Data entries:
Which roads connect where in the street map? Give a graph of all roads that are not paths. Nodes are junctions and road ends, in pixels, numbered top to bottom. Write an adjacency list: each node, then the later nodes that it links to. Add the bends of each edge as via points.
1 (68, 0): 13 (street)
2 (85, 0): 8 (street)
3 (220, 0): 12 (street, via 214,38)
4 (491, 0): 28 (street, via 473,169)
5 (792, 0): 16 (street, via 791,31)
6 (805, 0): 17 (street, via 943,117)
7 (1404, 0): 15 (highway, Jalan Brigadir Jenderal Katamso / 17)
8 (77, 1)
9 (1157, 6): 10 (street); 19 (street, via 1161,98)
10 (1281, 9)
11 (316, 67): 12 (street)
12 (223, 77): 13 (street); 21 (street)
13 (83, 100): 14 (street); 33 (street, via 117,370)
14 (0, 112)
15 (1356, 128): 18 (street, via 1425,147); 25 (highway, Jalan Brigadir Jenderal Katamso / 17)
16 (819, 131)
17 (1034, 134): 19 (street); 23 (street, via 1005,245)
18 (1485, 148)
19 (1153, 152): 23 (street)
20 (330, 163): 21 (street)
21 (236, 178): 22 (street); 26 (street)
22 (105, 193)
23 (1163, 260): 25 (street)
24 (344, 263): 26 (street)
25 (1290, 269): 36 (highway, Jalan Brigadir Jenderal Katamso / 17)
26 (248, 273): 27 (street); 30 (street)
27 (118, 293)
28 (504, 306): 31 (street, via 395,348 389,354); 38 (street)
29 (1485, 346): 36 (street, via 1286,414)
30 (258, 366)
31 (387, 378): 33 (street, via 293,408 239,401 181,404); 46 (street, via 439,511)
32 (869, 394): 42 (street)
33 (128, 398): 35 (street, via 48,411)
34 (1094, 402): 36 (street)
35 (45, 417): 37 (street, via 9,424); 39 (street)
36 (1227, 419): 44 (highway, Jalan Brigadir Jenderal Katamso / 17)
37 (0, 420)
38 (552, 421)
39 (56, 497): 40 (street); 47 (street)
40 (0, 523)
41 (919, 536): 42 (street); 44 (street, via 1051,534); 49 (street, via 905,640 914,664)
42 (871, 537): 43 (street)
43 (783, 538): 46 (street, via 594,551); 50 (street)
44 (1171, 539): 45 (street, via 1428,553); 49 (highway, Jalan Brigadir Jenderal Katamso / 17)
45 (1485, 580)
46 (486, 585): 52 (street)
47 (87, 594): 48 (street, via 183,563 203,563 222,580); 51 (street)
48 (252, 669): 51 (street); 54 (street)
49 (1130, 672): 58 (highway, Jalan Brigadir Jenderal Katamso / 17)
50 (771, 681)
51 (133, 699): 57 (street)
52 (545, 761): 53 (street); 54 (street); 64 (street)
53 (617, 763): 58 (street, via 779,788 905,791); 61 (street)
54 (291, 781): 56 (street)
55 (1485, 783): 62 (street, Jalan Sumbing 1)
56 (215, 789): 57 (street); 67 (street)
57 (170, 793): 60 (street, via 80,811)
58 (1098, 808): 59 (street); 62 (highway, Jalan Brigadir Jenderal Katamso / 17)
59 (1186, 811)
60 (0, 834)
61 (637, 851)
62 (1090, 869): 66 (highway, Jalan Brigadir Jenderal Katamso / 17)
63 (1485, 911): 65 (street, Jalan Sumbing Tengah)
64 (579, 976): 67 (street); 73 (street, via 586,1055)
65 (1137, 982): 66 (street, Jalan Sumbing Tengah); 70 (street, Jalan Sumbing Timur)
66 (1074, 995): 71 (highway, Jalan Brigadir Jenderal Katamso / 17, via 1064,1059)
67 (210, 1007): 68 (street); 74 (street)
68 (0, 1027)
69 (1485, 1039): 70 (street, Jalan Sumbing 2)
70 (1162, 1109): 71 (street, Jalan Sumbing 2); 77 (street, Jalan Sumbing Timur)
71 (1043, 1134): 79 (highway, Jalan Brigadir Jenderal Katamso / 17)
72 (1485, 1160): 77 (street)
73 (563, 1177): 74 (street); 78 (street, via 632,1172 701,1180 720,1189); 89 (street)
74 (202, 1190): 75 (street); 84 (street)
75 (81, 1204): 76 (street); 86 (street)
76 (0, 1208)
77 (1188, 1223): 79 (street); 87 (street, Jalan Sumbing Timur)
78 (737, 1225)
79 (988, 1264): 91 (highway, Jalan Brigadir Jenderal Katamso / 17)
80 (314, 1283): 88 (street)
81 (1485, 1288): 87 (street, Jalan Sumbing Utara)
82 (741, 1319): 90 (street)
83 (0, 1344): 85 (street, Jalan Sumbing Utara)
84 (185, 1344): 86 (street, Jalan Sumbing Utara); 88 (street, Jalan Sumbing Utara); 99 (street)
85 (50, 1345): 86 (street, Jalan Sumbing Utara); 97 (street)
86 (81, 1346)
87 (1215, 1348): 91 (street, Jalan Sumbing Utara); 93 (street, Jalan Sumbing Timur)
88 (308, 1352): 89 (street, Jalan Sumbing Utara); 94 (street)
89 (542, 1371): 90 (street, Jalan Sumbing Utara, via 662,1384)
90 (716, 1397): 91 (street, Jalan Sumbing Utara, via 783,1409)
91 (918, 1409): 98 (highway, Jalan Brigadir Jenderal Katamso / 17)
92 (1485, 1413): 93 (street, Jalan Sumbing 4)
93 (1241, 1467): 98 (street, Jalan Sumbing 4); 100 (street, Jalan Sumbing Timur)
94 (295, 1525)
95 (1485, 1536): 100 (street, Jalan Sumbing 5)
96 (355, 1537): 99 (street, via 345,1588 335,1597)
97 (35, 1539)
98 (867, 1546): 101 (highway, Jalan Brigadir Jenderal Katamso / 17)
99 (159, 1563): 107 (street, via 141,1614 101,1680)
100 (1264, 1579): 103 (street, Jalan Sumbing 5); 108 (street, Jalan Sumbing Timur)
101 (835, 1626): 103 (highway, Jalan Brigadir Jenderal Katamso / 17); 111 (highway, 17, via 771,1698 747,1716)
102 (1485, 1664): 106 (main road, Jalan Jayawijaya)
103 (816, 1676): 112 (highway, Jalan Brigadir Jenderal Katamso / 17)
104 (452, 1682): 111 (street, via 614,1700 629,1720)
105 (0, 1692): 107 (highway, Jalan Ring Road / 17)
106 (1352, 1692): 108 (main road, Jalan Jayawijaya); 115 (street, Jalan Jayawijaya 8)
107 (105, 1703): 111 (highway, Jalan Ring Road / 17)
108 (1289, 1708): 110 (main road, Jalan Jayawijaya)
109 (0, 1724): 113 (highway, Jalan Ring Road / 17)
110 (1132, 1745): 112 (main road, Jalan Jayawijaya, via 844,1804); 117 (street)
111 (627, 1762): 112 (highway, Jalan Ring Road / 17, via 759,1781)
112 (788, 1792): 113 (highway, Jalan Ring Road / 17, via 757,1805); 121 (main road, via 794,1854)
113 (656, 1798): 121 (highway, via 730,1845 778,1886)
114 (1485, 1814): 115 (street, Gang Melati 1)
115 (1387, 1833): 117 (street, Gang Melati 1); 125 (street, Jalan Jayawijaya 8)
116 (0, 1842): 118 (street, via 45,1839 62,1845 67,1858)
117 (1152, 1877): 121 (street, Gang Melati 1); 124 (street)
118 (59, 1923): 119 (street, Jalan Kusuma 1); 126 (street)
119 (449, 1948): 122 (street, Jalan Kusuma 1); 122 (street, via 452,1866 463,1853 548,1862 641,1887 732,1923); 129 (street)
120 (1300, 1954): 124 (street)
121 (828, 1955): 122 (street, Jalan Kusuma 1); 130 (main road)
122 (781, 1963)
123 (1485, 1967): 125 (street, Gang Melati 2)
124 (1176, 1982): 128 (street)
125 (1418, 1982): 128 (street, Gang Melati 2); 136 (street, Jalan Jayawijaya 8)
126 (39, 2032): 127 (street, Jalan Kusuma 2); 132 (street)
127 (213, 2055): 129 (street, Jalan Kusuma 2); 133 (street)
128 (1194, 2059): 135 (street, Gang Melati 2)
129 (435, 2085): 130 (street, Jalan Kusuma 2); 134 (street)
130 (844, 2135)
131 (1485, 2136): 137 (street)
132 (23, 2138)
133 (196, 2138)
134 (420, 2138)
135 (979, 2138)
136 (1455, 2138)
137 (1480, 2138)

TASK DETAILS: Reading through the preceding records, tally each line that holds the word "Jayawijaya" and give the tally by itself.

SOLVED EXERCISE: 6